United Kingdom app launched to track coronavirus and help limit its spread

Grant Boone
March 25, 2020

Loss of the ability to smell or taste could be a warning sign of the deadly coronavirus, a recent report claimed.

"Many patients reporting this have mild [COVID-19] symptoms, sometimes a little bit of cough and sometimes a fever, but there are patients who are not reporting any other symptoms", he says.

The Centers for Disease Control and Prevention lists symptoms of the new coronavirus as fever, cough and shortness of breath, and that there's now no treatment or vaccine. These are symptoms that can come with many different types of respiratory illnesses and are not necessarily indicators of a specific type of infection.

Anosmia, which is the technical term for a loss of the sense of smell, is being reported in many patients who ultimately test positive for COVID-19 later on.

"We really want to raise awareness that this is a sign of infection and that anyone who develops loss of sense of smell should self-isolate", Prof.

And in Aiken county - the father of a toddler with asthma - who can't get a coronavirus test even with a doctor's order - can't taste or smell anything, a symptom that just developed today.

To get a better handle on the new symptom and its ties to coronavirus, Holbrook said he and his colleagues will be looking at people with anosmia and confirmed Covid-19, as well as those experiencing anosmia who have tested negative.

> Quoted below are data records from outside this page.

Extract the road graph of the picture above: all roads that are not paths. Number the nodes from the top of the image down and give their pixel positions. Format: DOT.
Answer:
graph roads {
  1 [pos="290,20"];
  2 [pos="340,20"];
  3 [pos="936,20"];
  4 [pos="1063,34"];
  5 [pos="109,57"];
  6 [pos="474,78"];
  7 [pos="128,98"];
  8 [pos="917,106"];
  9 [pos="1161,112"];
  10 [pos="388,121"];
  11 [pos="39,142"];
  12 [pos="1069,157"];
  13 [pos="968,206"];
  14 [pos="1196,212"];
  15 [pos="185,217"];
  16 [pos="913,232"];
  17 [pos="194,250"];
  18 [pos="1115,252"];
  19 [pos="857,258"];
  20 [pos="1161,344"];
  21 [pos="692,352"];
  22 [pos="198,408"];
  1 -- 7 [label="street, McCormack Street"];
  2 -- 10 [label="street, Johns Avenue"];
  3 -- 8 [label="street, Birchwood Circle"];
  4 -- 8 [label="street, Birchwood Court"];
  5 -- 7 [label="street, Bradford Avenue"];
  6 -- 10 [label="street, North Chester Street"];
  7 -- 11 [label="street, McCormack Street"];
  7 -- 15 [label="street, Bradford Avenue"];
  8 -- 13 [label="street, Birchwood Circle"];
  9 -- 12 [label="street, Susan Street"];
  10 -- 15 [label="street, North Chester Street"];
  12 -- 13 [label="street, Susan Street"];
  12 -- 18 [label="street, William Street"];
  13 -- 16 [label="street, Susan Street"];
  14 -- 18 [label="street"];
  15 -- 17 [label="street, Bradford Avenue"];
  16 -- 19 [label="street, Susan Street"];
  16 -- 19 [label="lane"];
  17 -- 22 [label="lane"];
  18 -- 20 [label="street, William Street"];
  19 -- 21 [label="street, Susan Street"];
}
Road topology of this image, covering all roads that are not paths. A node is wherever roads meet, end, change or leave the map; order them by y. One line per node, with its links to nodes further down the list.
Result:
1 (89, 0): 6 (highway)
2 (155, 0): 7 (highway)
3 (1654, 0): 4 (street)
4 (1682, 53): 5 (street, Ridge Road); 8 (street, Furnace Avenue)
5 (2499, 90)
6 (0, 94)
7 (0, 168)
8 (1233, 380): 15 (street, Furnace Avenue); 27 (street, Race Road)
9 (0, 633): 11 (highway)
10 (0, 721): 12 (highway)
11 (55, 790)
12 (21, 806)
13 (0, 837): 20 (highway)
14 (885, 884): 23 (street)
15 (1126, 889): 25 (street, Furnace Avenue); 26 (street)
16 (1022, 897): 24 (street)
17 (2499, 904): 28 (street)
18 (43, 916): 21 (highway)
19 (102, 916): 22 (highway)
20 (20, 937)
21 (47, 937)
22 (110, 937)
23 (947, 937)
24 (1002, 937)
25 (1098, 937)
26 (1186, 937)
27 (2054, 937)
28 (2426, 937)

NBAer Karl-Anthony Towns: My mom is in coma with coronavirus
He reveals that last week both of his parents fell ill, and he urged them to go to the hospital and get tested for Coronavirus. Towns said his mother's fever reached as high as 103 degrees and never went lower than 101.9 degrees with medications.

But many other individuals experience a loss of smell for afflictions wholly unrelated to COVID-19: nasal and sinus disease, head trauma, Alzheimer's, Parkinson's, stroke, brain tumors, aging, certain medications, tobacco, diabetes, hypothyroidism and exposure to chemical, toxins or metals.

The website advises that if the patient's anosmia or hyposmia can not be satisfactorily accounted for by allergies or sinusitis, the physician should think immediately of testing for coronavirus.

For most of us, symptoms of Covid-19 may already be something that we are pretty familiar with, given the frequency by which we are reminded of them in the news. Experts urged that anosmia should be added to the list of symptoms found in screening tools for possible COVID-19.

As of Monday afternoon, the CDC reported 33,404 known cases of COVID-19 in the USA and 400 deaths.

A joint statement from Claire Hopkins, president of the British Rhinological Society, and Nirmal Kumar, president of ENT UK, suggests this symptomatic observation is being seen in patients suffering from very mild, or even asymptomatic, COVID-19 cases.

Some doctors in Italy have also said that the loss of taste and smell indicates that someone is likely carrying the virus and infecting others. Most recently, Mike served as Tech Editor at The Daily Dot, and has been featured in USA Today, Time.com, and countless other web and print outlets. "I lost a lot of weight in that first week that I have not been able to put back on", Fiona Lowenstein, the patient, said. That will allow them to compare both groups and understand whether anosmia is truly a core coronavirus symptom.

As coronavirus continues to dominate the headlines, now United Kingdom researchers have launched a new app to help track the spread of Covid-19.